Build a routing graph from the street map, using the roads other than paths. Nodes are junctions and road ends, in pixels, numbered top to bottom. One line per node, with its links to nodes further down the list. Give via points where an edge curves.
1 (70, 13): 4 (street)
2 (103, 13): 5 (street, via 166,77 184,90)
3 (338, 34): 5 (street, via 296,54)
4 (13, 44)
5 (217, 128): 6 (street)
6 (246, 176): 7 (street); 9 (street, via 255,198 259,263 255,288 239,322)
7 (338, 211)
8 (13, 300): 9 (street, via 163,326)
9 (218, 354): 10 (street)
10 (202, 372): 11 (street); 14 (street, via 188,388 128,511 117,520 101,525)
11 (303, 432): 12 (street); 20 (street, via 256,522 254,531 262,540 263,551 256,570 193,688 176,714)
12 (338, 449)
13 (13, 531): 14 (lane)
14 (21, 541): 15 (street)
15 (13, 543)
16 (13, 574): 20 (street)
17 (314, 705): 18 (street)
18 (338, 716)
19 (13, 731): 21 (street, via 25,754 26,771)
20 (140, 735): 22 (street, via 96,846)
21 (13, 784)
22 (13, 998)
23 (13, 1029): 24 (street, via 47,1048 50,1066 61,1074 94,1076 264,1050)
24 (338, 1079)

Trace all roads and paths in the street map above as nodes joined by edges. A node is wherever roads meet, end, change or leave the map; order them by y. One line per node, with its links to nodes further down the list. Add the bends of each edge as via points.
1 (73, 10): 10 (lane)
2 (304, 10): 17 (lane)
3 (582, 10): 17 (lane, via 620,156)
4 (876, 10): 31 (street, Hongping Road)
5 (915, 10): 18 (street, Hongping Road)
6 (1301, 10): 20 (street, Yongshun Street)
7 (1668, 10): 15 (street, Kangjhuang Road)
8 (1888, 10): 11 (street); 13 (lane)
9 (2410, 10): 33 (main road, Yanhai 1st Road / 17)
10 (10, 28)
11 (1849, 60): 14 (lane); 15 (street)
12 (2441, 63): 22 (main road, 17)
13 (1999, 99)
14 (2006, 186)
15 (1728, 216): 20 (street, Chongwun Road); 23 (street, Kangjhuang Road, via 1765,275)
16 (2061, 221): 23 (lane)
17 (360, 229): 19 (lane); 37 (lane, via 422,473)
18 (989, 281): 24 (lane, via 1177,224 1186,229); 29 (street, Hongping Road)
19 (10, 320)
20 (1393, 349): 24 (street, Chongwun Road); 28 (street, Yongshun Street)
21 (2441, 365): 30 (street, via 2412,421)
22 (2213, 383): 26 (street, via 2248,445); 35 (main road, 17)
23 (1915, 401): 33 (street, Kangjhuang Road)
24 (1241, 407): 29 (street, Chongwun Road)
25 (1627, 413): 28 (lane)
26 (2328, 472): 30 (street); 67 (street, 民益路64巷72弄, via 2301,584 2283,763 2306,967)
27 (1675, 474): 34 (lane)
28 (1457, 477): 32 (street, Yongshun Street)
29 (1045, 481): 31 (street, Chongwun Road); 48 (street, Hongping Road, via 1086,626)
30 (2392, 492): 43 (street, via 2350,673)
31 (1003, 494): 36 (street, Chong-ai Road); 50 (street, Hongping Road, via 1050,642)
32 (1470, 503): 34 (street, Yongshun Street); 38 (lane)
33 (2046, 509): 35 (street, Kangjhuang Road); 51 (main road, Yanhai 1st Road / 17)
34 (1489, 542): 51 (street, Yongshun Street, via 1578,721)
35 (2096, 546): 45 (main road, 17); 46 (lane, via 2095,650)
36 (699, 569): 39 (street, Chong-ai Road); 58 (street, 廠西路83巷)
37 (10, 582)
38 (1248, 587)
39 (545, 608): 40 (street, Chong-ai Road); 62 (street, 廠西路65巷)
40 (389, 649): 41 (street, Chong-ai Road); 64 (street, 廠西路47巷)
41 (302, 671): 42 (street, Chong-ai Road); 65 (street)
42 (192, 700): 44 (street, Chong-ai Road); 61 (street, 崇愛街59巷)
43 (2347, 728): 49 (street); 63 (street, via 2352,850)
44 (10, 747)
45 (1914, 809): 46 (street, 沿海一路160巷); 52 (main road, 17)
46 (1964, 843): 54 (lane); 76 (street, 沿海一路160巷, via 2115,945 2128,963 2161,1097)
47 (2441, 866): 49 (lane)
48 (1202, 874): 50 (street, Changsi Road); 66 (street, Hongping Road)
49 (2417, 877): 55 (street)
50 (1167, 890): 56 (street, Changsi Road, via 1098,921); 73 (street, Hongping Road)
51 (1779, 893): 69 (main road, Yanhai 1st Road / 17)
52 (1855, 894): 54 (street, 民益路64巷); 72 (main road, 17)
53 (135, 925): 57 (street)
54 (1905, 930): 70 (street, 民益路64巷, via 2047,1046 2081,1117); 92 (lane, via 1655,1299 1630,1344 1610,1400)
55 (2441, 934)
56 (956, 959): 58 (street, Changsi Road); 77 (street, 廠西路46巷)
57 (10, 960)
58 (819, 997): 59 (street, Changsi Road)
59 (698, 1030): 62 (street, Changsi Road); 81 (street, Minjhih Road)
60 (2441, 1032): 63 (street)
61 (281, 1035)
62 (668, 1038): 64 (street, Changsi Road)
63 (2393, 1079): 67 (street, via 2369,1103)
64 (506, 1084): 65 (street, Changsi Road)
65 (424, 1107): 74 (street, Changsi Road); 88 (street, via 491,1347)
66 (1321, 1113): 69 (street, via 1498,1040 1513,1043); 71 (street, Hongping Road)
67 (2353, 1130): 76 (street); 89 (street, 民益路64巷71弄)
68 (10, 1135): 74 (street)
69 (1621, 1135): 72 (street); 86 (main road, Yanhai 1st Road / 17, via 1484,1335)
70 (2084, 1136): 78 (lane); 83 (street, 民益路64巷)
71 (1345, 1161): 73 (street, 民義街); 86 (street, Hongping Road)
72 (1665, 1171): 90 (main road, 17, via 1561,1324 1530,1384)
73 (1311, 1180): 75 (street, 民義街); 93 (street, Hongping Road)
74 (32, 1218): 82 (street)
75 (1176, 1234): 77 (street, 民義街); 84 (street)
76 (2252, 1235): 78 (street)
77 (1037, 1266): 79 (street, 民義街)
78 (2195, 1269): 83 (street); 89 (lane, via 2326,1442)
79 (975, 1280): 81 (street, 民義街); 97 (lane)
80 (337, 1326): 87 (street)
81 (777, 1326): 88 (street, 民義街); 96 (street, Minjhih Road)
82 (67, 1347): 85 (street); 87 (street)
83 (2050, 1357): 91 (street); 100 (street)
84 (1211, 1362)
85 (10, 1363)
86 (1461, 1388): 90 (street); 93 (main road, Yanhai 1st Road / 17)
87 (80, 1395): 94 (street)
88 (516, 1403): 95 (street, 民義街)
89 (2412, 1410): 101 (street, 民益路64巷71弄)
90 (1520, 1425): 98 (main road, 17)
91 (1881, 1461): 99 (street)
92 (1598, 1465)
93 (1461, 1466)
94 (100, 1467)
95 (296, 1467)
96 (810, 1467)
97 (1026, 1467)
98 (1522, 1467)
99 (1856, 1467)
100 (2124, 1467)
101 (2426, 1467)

+++

▶ [Work to complete]: Out of the records above, pull each line containing the word "nodes".

▶ [Task response]:
Build a routing graph from the street map, using the roads other than paths. Nodes are junctions and road ends, in pixels, numbered top to bottom. One line per node, with its links to nodes further down the list. Give via points where an edge curves.
Trace all roads and paths in the street map above as nodes joined by edges. A node is wherever roads meet, end, change or leave the map; order them by y. One line per node, with its links to nodes further down the list. Add the bends of each edge as via points.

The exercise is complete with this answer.